ACTIVITY:
Read through the records. Copy each line that has the word "this".
──────── SOURCE INFORMATION ────────
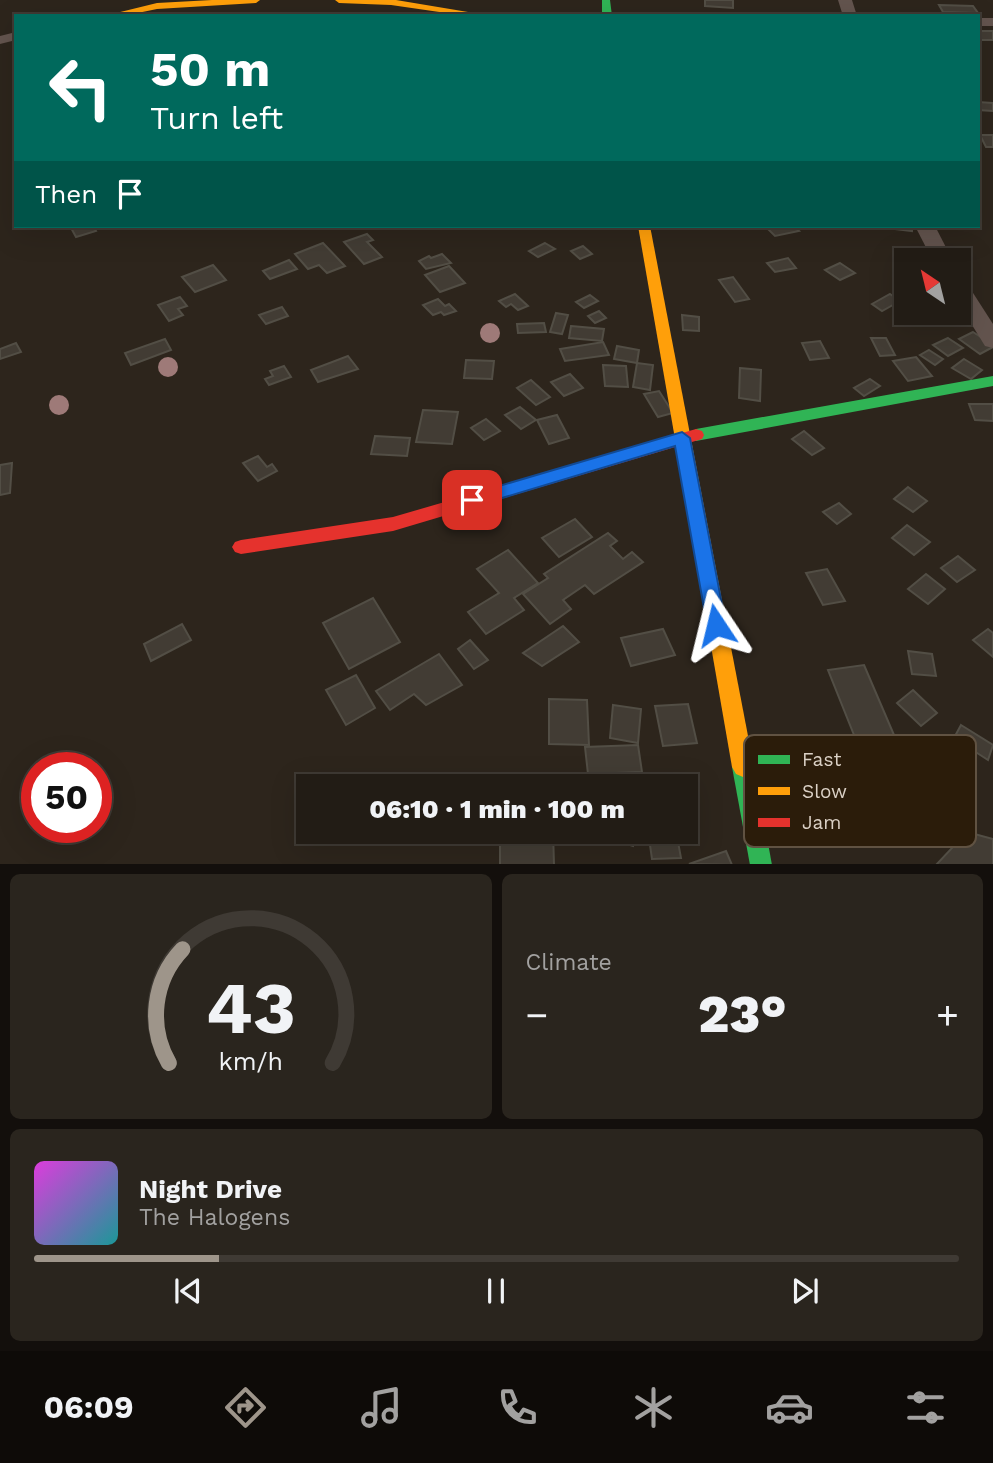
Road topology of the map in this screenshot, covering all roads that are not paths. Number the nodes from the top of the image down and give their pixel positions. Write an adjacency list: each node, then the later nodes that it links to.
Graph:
────────
──────── SOURCE INFORMATION ────────
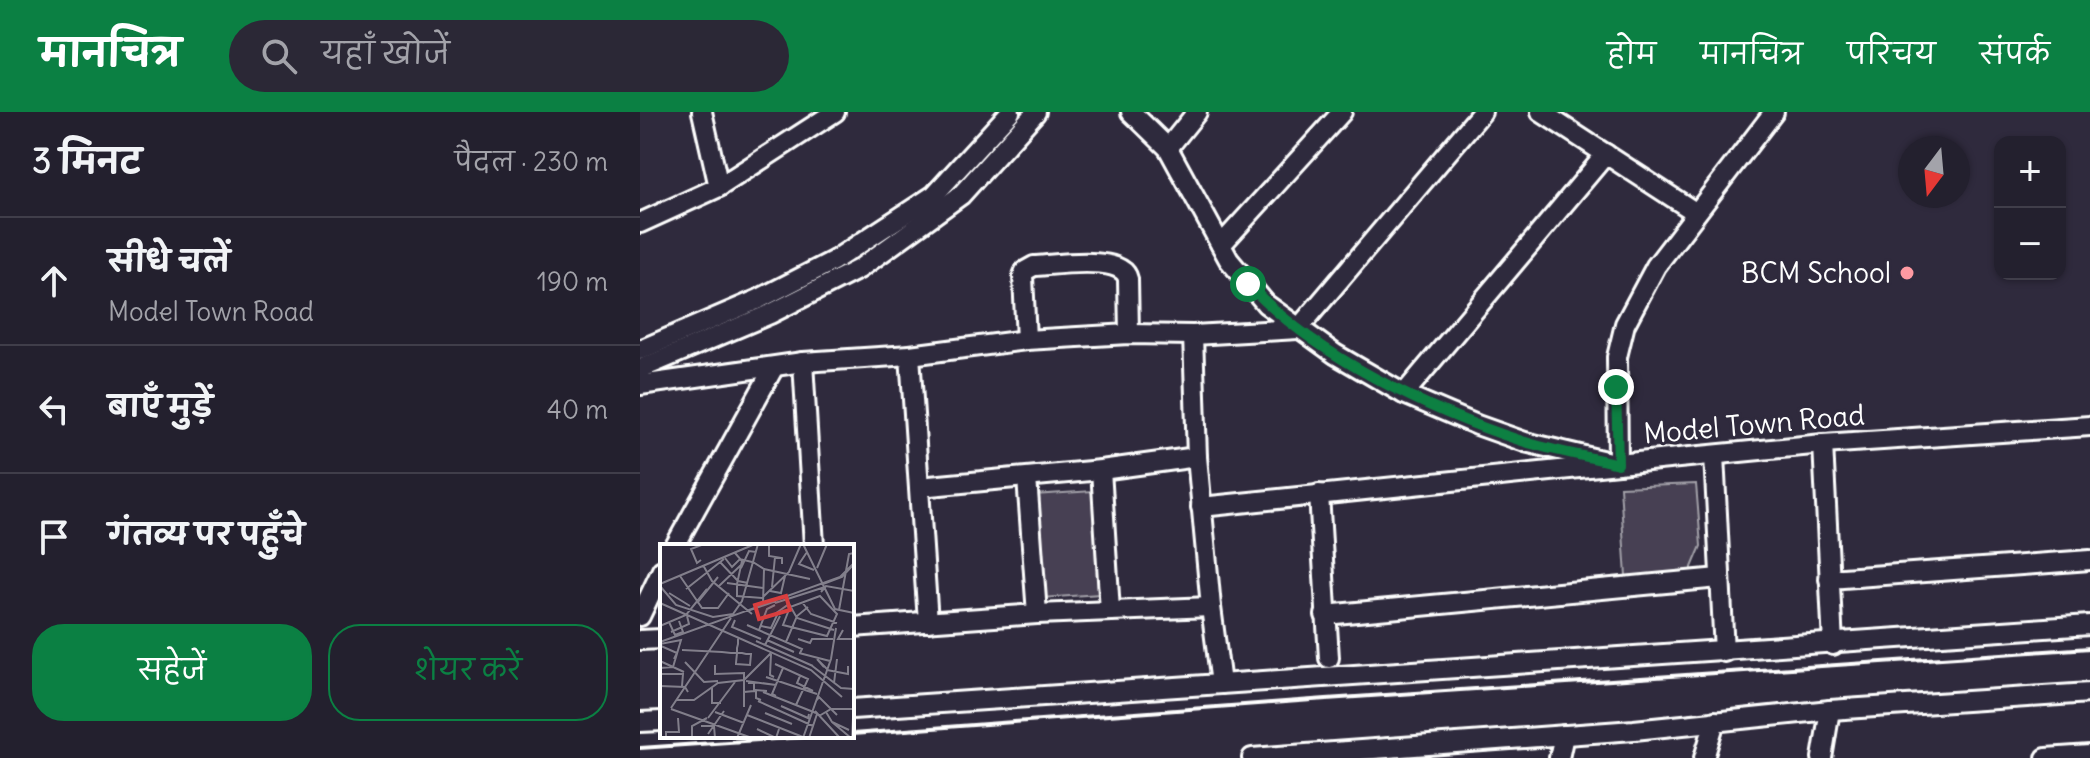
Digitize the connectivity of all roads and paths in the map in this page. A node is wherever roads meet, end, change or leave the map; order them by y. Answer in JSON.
────────
OUTPUT OF THE EXERCISE:
Road topology of the map in this screenshot, covering all roads that are not paths. Number the nodes from the top of the image down and give their pixel positions. Write an adjacency list: each node, then the later nodes that it links to.
Digitize the connectivity of all roads and paths in the map in this page. A node is wherever roads meet, end, change or leave the map; order them by y. Answer in JSON.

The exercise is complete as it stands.